- _Work to complete_: Every line from the opening of the records to the line with "Write the network" should be restated exactly, with both ends included and the pictures left out.

(Stored data)
•••••
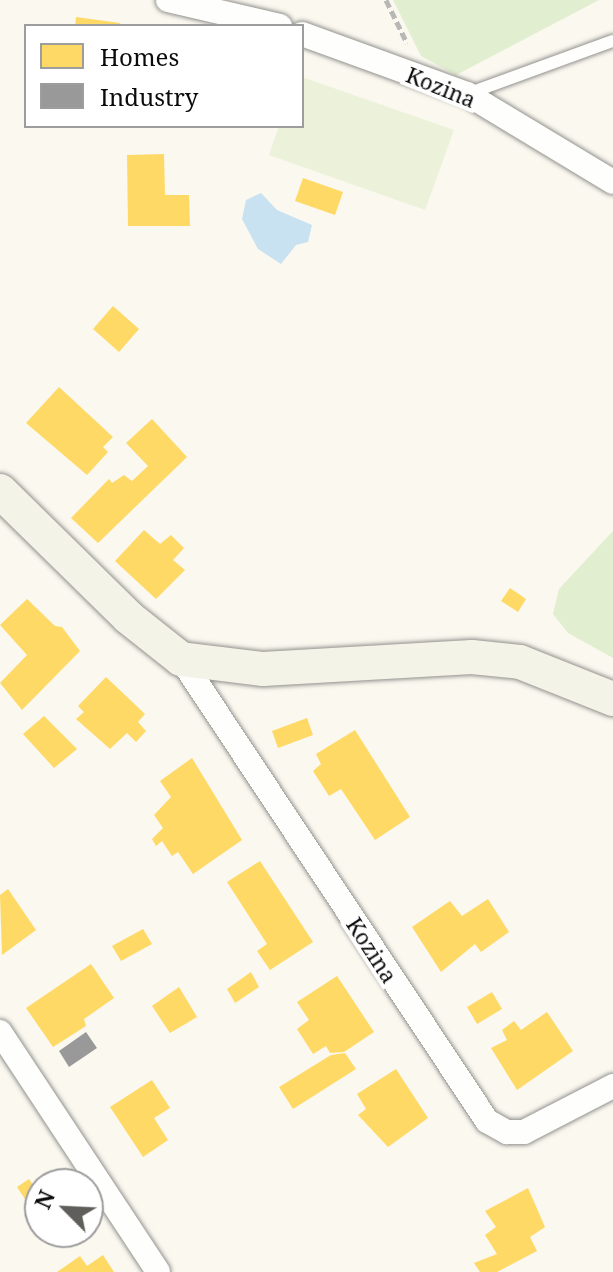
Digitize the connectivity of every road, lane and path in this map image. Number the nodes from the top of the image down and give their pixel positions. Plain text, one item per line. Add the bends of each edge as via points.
1 (168, 0) edge
2 (271, 24) edge
3 (304, 35) edge
4 (613, 41) edge
5 (467, 94) junction
6 (613, 182) edge
7 (0, 491) edge
8 (181, 659) junction
9 (613, 699) edge
10 (0, 1032) edge
11 (613, 1086) edge
12 (158, 1272) edge

1 - 2 street
3 - 5 street, Kozina
4 - 5 lane
5 - 6 street, Kozina
7 - 8 main road, Kozina via 128,617
8 - 9 main road via 263,669 472,657 520,662
8 - 11 street, Kozina via 487,1121 507,1132 524,1132
10 - 12 street

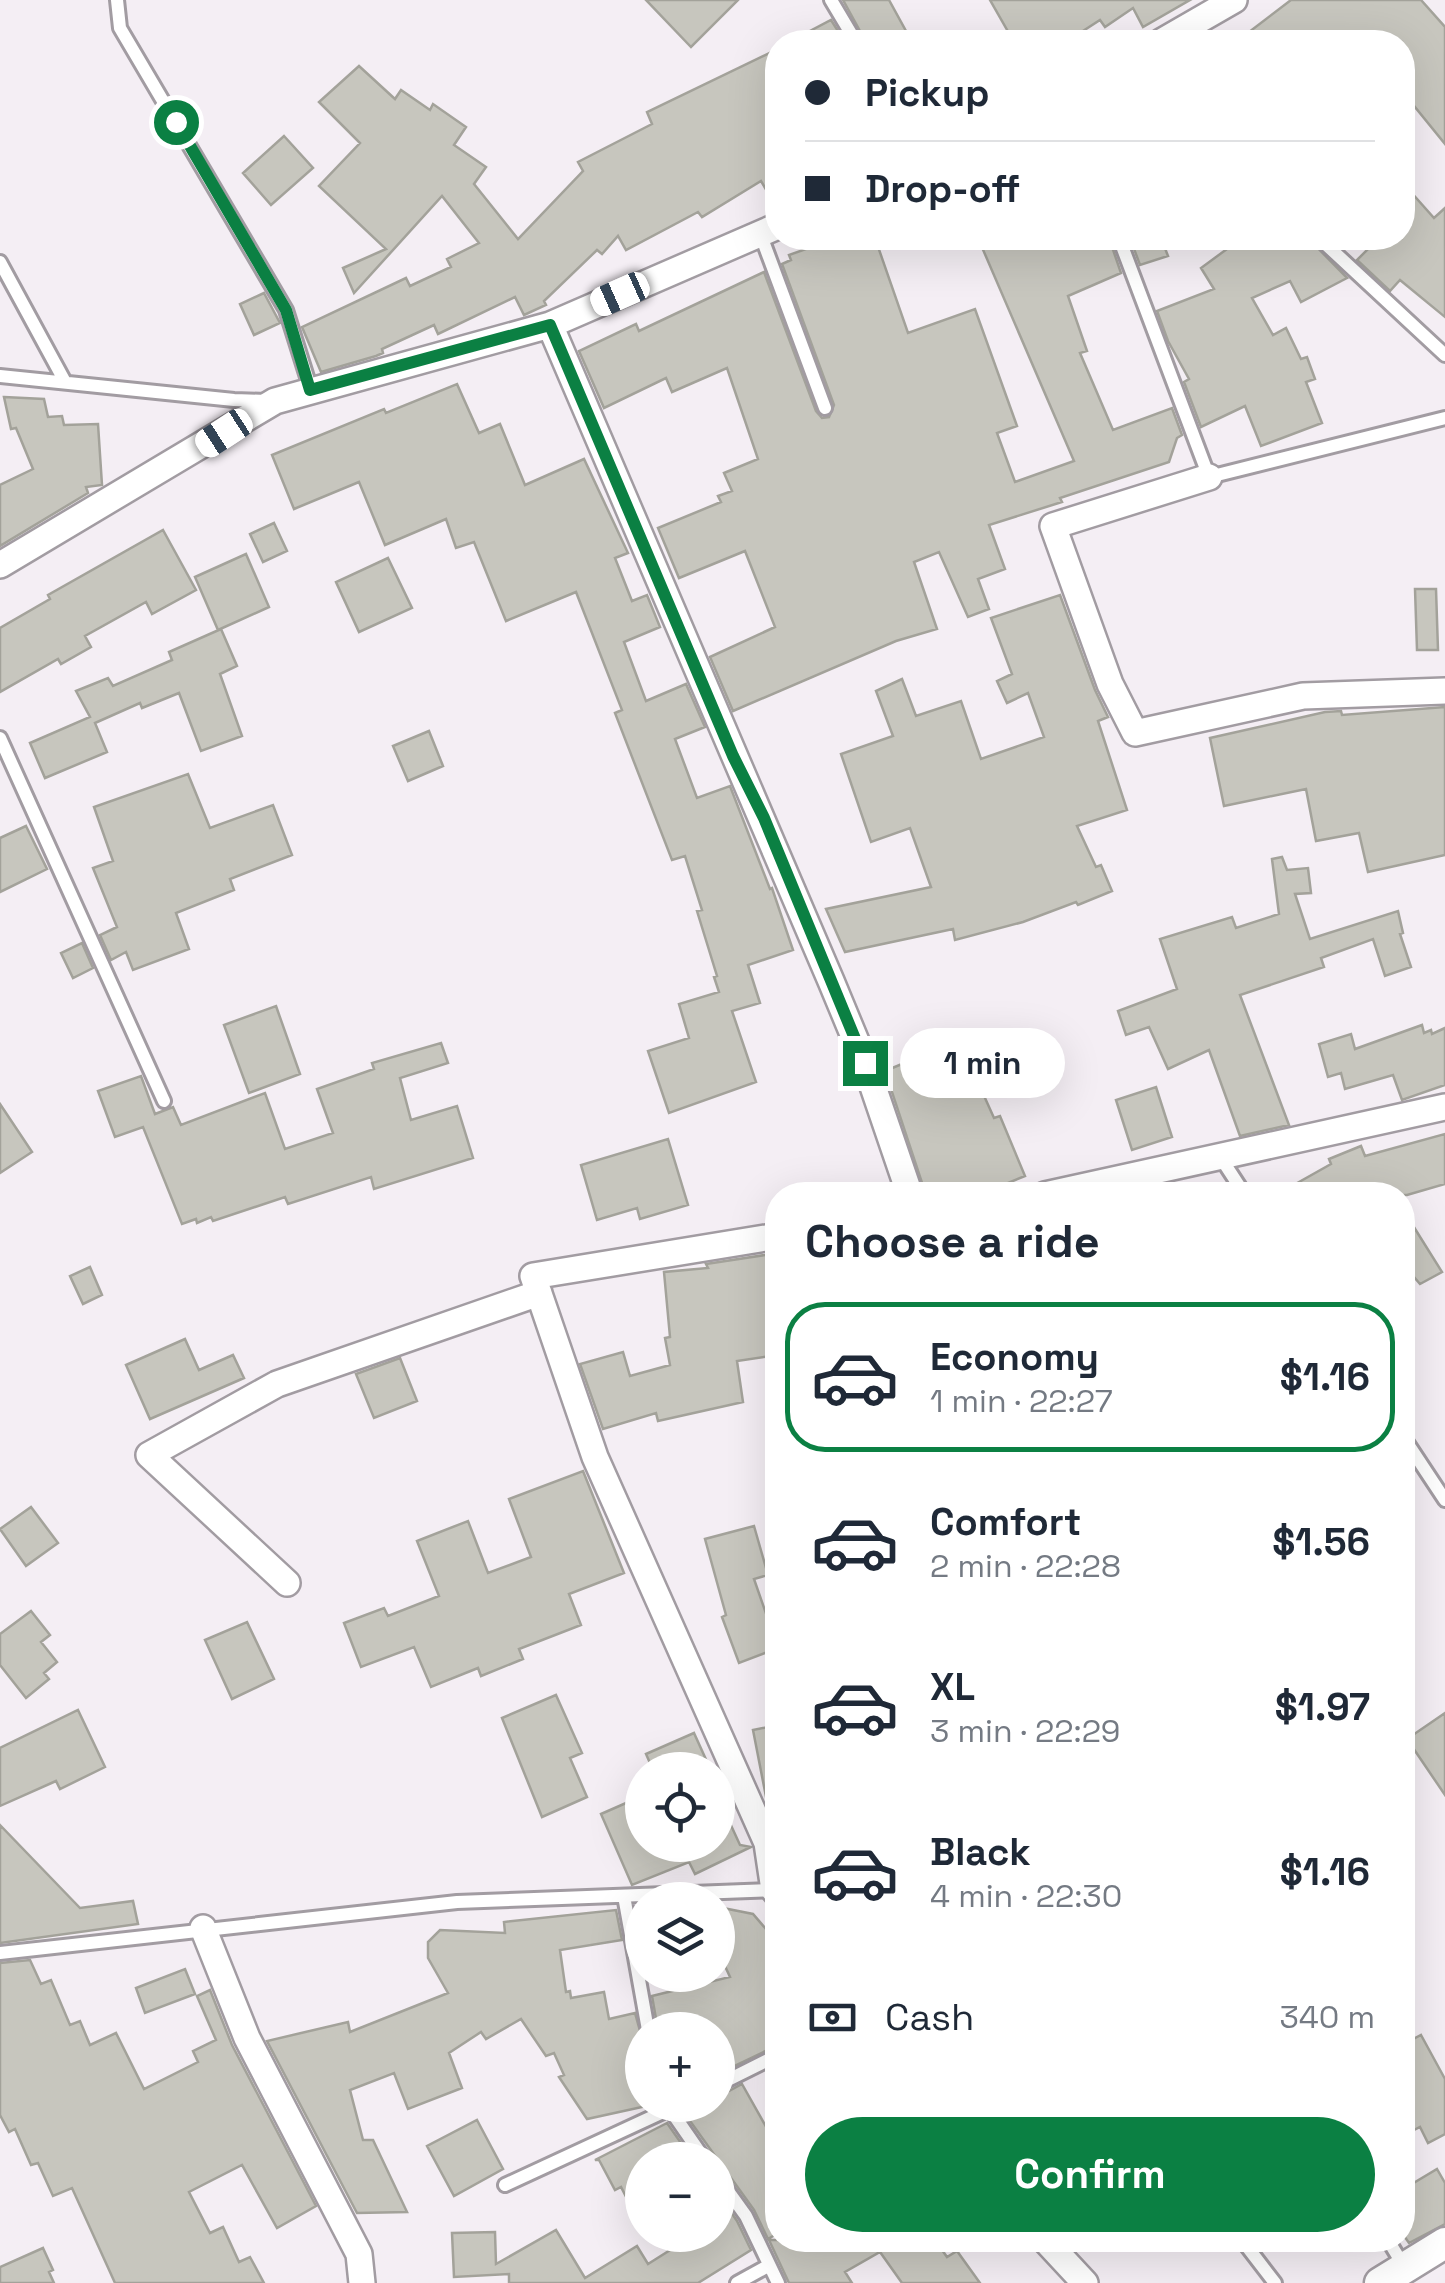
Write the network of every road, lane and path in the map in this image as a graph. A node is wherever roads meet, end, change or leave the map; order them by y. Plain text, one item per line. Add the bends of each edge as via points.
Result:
1 (117, 0) edge
2 (831, 0) edge
3 (1234, 0) edge
4 (849, 30) edge
5 (1182, 30) edge
6 (765, 231) edge
7 (776, 250) edge
8 (1123, 250) edge
9 (1332, 250) edge
10 (0, 262) edge
11 (550, 325) junction
12 (1445, 355) edge
13 (0, 376) edge
14 (64, 380) junction
15 (310, 390) junction
16 (275, 401) junction
17 (825, 408) dead end
18 (1445, 418) edge
19 (1209, 477) junction
20 (0, 566) edge
21 (1445, 691) edge
22 (0, 738) edge
23 (164, 1100) dead end
24 (1445, 1108) edge
25 (1219, 1155) junction
26 (906, 1182) edge
27 (1102, 1182) edge
28 (1237, 1182) edge
29 (765, 1238) edge
30 (539, 1293) junction
31 (1415, 1455) edge
32 (1445, 1500) edge
33 (286, 1582) dead end
34 (765, 1839) edge
35 (765, 1892) edge
36 (624, 1896) junction
37 (203, 1928) junction
38 (0, 1953) edge
39 (645, 2012) edge
40 (765, 2062) edge
41 (735, 2076) edge
42 (639, 2122) edge
43 (505, 2186) dead end
44 (735, 2201) edge
45 (1445, 2243) edge
46 (1056, 2252) edge
47 (1251, 2252) edge
48 (768, 2266) junction
49 (1392, 2275) edge
50 (362, 2283) edge
51 (737, 2283) edge
52 (778, 2283) edge
53 (1085, 2283) edge
54 (1275, 2283) edge

1 - 15 lane via 120,28 286,310
2 - 4 lane
3 - 5 street
6 - 11 street
7 - 17 lane
8 - 19 lane
9 - 12 lane
10 - 14 lane
11 - 15 street
11 - 26 street via 831,980
13 - 14 lane
14 - 16 lane
15 - 16 street
16 - 20 street
18 - 19 lane
19 - 21 street via 1053,526 1110,684 1136,733 1303,696
22 - 23 lane
24 - 25 street
25 - 27 street
25 - 28 lane
29 - 30 street via 533,1276
30 - 33 street via 278,1384 149,1454
30 - 34 street via 595,1457
31 - 32 lane
35 - 36 lane
36 - 37 lane via 457,1902
36 - 39 lane
37 - 38 lane
37 - 50 street via 246,2038 359,2254
40 - 41 lane
42 - 43 lane
44 - 48 lane
45 - 49 street
46 - 53 street
47 - 54 lane
48 - 51 lane
48 - 52 lane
•••••
- _Solution to this exercise_:
Digitize the connectivity of every road, lane and path in this map image. Number the nodes from the top of the image down and give their pixel positions. Plain text, one item per line. Add the bends of each edge as via points.
1 (168, 0) edge
2 (271, 24) edge
3 (304, 35) edge
4 (613, 41) edge
5 (467, 94) junction
6 (613, 182) edge
7 (0, 491) edge
8 (181, 659) junction
9 (613, 699) edge
10 (0, 1032) edge
11 (613, 1086) edge
12 (158, 1272) edge

1 - 2 street
3 - 5 street, Kozina
4 - 5 lane
5 - 6 street, Kozina
7 - 8 main road, Kozina via 128,617
8 - 9 main road via 263,669 472,657 520,662
8 - 11 street, Kozina via 487,1121 507,1132 524,1132
10 - 12 street

Write the network of every road, lane and path in the map in this image as a graph. A node is wherever roads meet, end, change or leave the map; order them by y. Plain text, one item per line. Add the bends of each edge as via points.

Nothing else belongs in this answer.